To investigate the response of institutions with which Ig Nobel prize recipients are affiliated, we have collected data on scientific publications referenced on the website of the award for each prize. We operationalize scientific merit of these publications by Field-Weighted Citation Impact (FWCI), and Citation Benchmarking metric which positions the citation impact of an article against other publications of the same age and field of study. Both metrics are included in Scopus bibliometric database. The second factor – public reaction – is proxied by the number of social media mentions on Twitter, also available among metrics offered by Scopus. We limit our analysis to 62 Ig Nobel prizes awarded in 2008 and later, due to the availability of social media data dependent on the activity of Twitter user base. By adopting a two by two matrix approach, we position these publications along two dimensions according to the number of citations and Twitter mentions (or ‘virality’). We classify them into four groups: ‘clever and fun’ (highly cited/highly viral), ‘clever’ (highly cited/low viral), ‘fun’ (low cited/highly viral), ‘neither’ (low cited/low viral).
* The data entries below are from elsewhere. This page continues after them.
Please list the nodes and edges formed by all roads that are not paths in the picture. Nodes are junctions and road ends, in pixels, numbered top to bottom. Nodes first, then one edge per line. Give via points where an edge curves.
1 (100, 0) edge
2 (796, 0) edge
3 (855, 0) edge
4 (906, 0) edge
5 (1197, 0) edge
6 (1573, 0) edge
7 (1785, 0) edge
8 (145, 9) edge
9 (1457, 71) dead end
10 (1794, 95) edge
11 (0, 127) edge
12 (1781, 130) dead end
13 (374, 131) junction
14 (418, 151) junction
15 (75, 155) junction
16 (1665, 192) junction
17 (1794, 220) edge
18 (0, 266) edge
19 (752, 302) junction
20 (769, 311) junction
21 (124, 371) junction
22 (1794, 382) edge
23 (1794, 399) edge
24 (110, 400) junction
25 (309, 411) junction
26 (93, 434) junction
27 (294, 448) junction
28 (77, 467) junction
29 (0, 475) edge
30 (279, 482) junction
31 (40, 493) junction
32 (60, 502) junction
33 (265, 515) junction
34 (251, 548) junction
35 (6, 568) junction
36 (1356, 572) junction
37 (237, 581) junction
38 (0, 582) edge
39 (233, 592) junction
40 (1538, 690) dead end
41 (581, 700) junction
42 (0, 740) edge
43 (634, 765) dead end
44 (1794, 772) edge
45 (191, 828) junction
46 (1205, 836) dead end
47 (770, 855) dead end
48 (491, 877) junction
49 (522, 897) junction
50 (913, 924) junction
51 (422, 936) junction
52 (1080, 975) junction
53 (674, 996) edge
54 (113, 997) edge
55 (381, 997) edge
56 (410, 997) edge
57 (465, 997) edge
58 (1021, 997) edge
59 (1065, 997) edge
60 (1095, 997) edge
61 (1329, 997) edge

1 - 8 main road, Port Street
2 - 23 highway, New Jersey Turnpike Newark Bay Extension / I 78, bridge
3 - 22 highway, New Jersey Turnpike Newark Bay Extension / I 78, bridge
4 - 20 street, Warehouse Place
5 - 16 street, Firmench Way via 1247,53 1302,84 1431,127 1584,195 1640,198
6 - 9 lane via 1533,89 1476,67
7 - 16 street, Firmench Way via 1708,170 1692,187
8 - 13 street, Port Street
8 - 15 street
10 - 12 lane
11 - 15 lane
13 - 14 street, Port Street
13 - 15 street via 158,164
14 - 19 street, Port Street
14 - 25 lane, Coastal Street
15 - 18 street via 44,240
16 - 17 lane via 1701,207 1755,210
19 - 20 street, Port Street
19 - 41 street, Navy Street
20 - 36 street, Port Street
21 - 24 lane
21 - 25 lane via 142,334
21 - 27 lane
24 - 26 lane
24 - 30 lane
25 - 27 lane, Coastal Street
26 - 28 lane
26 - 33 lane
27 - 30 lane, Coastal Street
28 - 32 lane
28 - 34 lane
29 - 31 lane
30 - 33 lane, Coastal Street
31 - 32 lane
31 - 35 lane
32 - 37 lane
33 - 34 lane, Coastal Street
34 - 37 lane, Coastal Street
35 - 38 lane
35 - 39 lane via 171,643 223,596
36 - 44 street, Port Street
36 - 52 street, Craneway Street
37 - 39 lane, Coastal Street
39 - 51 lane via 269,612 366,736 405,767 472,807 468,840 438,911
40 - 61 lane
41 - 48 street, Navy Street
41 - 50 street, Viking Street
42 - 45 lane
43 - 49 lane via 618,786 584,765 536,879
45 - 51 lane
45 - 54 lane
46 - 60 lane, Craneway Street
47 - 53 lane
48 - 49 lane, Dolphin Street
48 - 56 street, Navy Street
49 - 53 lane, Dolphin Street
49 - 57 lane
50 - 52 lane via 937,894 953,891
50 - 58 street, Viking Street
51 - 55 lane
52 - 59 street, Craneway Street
We explore the interaction of this classification with the third dimension – mentions of the Ig Nobel prize in press releases, news pages, and other communication genres on the websites of research organizations referenced as affiliations of prize recipients on the Ig Nobel prize websites. We found 130 article-affiliation pairs (because some institutions received the Ig Nobel prize more than once) for our sample of 62 articles. By using this approach, we identify how research organizations respond to this type of recognition: whether they brag about the achievement, keep a low profile/are indifferent, or employ other strategies. Overall, 56% of organizations recognized the recipiency of the prize in some form. The highest recognition (65%) is observed for “clever” articles, suggesting that it is the “safest” way for institutions to leverage the publicity gained from the award. In this case, they can easily reject potential claims of “wasteful science” by appealing to high citation impacts of the underlying publications. “Fun” and “Neither” sectors of the matrix received institutional recognition in 56% and 52% of the awards, respectively. Surprisingly, the lowest recognition – just 48% – is found for the “Fun and Clever” articles, which is comprised on only eight publications. However, by looking at the recognition patterns across organizations, we also find exogenous factors. For example, we find very few mentions of Ig Nobel prizes on websites of French institutions, which are well represented both in the full population of Ig Nobel awardees and in the “Fun and Clever” group. We also find that institutions in the United States, Canada, and the Netherlands tend to be much more open about receiving the Ig Nobel prize. Such country-level variation suggests a strong influence of institutional environment and requires further explanation.